I will remember that "Old age is not a disease"!

I wondered if you or anyone else has heard anything about or tried the Balance IT system for feeding?

https://secure.balanceit.com


----------



## lhowemt (Jun 28, 2013)

Yaaaayyyy! Welcome to the wonderful club of benign splenic tumors! Lila turns 9 Thursday and is nearly 10 months out from her spleenectomy. She is doing great, super spunky and loving life. Enjoy each day!


----------



## goldy1 (Aug 5, 2012)

Until your post, I had never heard of BalanceIt. So I looked at the website and scanned some online reviews. It sounds like a great idea for anyone who wants to prepare homecooked food and insure it's balanced. 
Since Liam has had some reflux, this might be a good way to get that under control maybe without the use of pepcid.
Here is a link that you may have already seen. BalanceIT is mentioned on page 5 so the link came up in a search.

http://www.vetmed.ucdavis.edu/ucvmc_sd/local-assets/pdfs/Nutrition_FAQs.pdf 

I use Wellness Core primarily for Chance and add supplements. Different times/ different supplements. My vet is traditional/holistic and has recommended the following for Chance at various times:

KD Solution - Herbal Supplement for a dogs kidney and bladder support - Hilton Herbs

https://www.thorne.com/products/animal-health/dp/immugen-reg

Liam might benefit from the added support while recovering from his surgery. The above products definitely helped Chance.

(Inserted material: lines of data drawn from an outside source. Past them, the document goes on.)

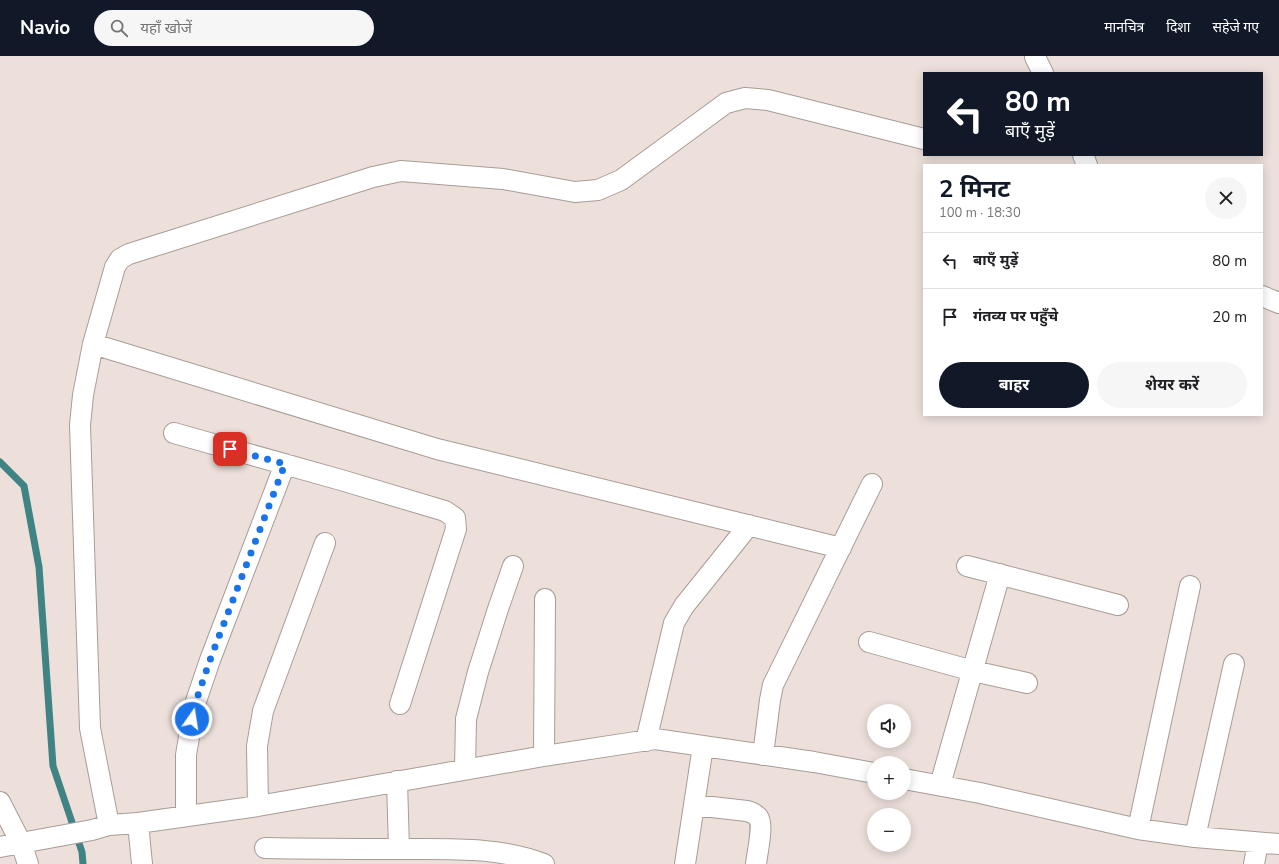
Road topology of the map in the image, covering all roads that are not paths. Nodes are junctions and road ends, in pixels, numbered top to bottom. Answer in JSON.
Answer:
{"nodes":[{"id":1,"x":923,"y":139,"type":"edge"},
{"id":2,"x":1263,"y":296,"type":"edge"},
{"id":3,"x":1279,"y":303,"type":"edge"},
{"id":4,"x":93,"y":344,"type":"junction"},
{"id":5,"x":174,"y":433,"type":"dead end"},
{"id":6,"x":285,"y":464,"type":"junction"},
{"id":7,"x":872,"y":484,"type":"dead end"},
{"id":8,"x":749,"y":525,"type":"junction"},
{"id":9,"x":325,"y":543,"type":"dead end"},
{"id":10,"x":841,"y":548,"type":"junction"},
{"id":11,"x":513,"y":566,"type":"dead end"},
{"id":12,"x":967,"y":566,"type":"dead end"},
{"id":13,"x":1000,"y":574,"type":"junction"},
{"id":14,"x":1190,"y":586,"type":"dead end"},
{"id":15,"x":545,"y":599,"type":"dead end"},
{"id":16,"x":1118,"y":605,"type":"dead end"},
{"id":17,"x":868,"y":642,"type":"dead end"},
{"id":18,"x":1234,"y":664,"type":"dead end"},
{"id":19,"x":973,"y":671,"type":"junction"},
{"id":20,"x":1026,"y":683,"type":"dead end"},
{"id":21,"x":400,"y":704,"type":"dead end"},
{"id":22,"x":646,"y":740,"type":"junction"},
{"id":23,"x":702,"y":746,"type":"junction"},
{"id":24,"x":763,"y":755,"type":"junction"},
{"id":25,"x":544,"y":756,"type":"junction"},
{"id":26,"x":465,"y":770,"type":"junction"},
{"id":27,"x":867,"y":772,"type":"edge"},
{"id":28,"x":911,"y":779,"type":"edge"},
{"id":29,"x":397,"y":781,"type":"junction"},
{"id":30,"x":940,"y":785,"type":"junction"},
{"id":31,"x":0,"y":802,"type":"edge"},
{"id":32,"x":694,"y":805,"type":"junction"},
{"id":33,"x":258,"y":806,"type":"junction"},
{"id":34,"x":186,"y":816,"type":"junction"},
{"id":35,"x":138,"y":823,"type":"junction"},
{"id":36,"x":100,"y":828,"type":"junction"},
{"id":37,"x":1138,"y":829,"type":"junction"},
{"id":38,"x":1195,"y":838,"type":"junction"},
{"id":39,"x":21,"y":843,"type":"junction"},
{"id":40,"x":1258,"y":843,"type":"junction"},
{"id":41,"x":1279,"y":844,"type":"edge"},
{"id":42,"x":0,"y":847,"type":"edge"},
{"id":43,"x":265,"y":848,"type":"dead end"},
{"id":44,"x":399,"y":849,"type":"junction"},
{"id":45,"x":28,"y":864,"type":"edge"},
{"id":46,"x":142,"y":864,"type":"edge"},
{"id":47,"x":544,"y":864,"type":"edge"},
{"id":48,"x":685,"y":864,"type":"edge"},
{"id":49,"x":756,"y":864,"type":"edge"},
{"id":50,"x":1254,"y":864,"type":"edge"}],
"edges":[{"from":1,"to":4,"type":"street"},
{"from":2,"to":3,"type":"street"},
{"from":4,"to":8,"type":"street"},
{"from":4,"to":36,"type":"street"},
{"from":5,"to":6,"type":"street"},
{"from":6,"to":21,"type":"street"},
{"from":6,"to":34,"type":"street"},
{"from":7,"to":10,"type":"street"},
{"from":8,"to":10,"type":"street"},
{"from":8,"to":22,"type":"street"},
{"from":9,"to":33,"type":"street"},
{"from":10,"to":24,"type":"street"},
{"from":11,"to":26,"type":"street"},
{"from":12,"to":13,"type":"street"},
{"from":13,"to":16,"type":"street"},
{"from":13,"to":19,"type":"street"},
{"from":14,"to":37,"type":"street"},
{"from":15,"to":25,"type":"street"},
{"from":17,"to":19,"type":"street"},
{"from":18,"to":38,"type":"street"},
{"from":19,"to":20,"type":"street"},
{"from":19,"to":30,"type":"street"},
{"from":22,"to":23,"type":"street"},
{"from":22,"to":25,"type":"street"},
{"from":23,"to":24,"type":"street"},
{"from":23,"to":32,"type":"street"},
{"from":24,"to":27,"type":"street"},
{"from":25,"to":26,"type":"street"},
{"from":26,"to":29,"type":"street"},
{"from":28,"to":30,"type":"street"},
{"from":29,"to":33,"type":"street"},
{"from":29,"to":44,"type":"street"},
{"from":30,"to":37,"type":"street"},
{"from":31,"to":39,"type":"street"},
{"from":32,"to":48,"type":"street"},
{"from":32,"to":49,"type":"street"},
{"from":33,"to":34,"type":"street"},
{"from":34,"to":35,"type":"street"},
{"from":35,"to":36,"type":"street"},
{"from":35,"to":46,"type":"street"},
{"from":36,"to":39,"type":"street"},
{"from":37,"to":38,"type":"street"},
{"from":38,"to":40,"type":"street"},
{"from":39,"to":42,"type":"street"},
{"from":39,"to":45,"type":"street"},
{"from":40,"to":41,"type":"street"},
{"from":40,"to":50,"type":"street"},
{"from":43,"to":44,"type":"street"},
{"from":44,"to":47,"type":"street"}]}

Liam's story is so uplifting. I'm glad you took the time to post.


----------



## Karen519 (Aug 21, 2006)

*Liam*



SWIdaho said:


> I signed up for this forum more than 12 years ago when Liam was just a puppy. . .Last week, I rushed Liam to the ER after noticing unusual symptoms. Thank god I did - Once they stabilized him they found fluid in his abdomen along with a mass on his spleen. I wanted to share our story if there is another person out there going through the same thing in hopes it might provide a little reason to not give up hope.
> 
> Through this forum, I have since read many threads of others who have gone through this same scenario. At the time, the ER vet gave me a dire prognosis of over 65% that this was cancer, and the even higher %, because of his breed and his age, that this was hemangiosarcoma with the mean survival being weeks to a few months (with a splenectomy and chemo, provided it hadn't already metastasized). If I chose not to do anything, then taking him that day I would risk the mass rupturing and a traumatic end. There seemed to be no hope. zero. It appeared that I had to be ready to make the decision that day to say goodbye to my sweet boy who was playing ball in the yard yesterday. I fell apart and polled as many people I could.
> 
> ...


So glad that Liam got a good report. Praying for him and you.


----------



## gold4me (Mar 12, 2006)

You story is my story. My sweet 9 year old female golden went through the exact same thing several months ago. I had already gone down this road with another golden who ended up having hemangiosarcoma. My Gussee had her spleen out and we waited with so much fear in our hearts. Our vet called with the news and he was practically shouting BENIGN. We all cried. She is doing great. We have added some supplements to Gusset diet hoping that will give her more support. CONGRATULATIONS on your wonderful news.


----------



## SWIdaho (Sep 1, 2015)

*Supplements?*

Goldy1, lhowemt and gold4me

Thanks for the encouraging posts! What kind of supplements did you add to help him recover related to red blood cell volume and post-op issues?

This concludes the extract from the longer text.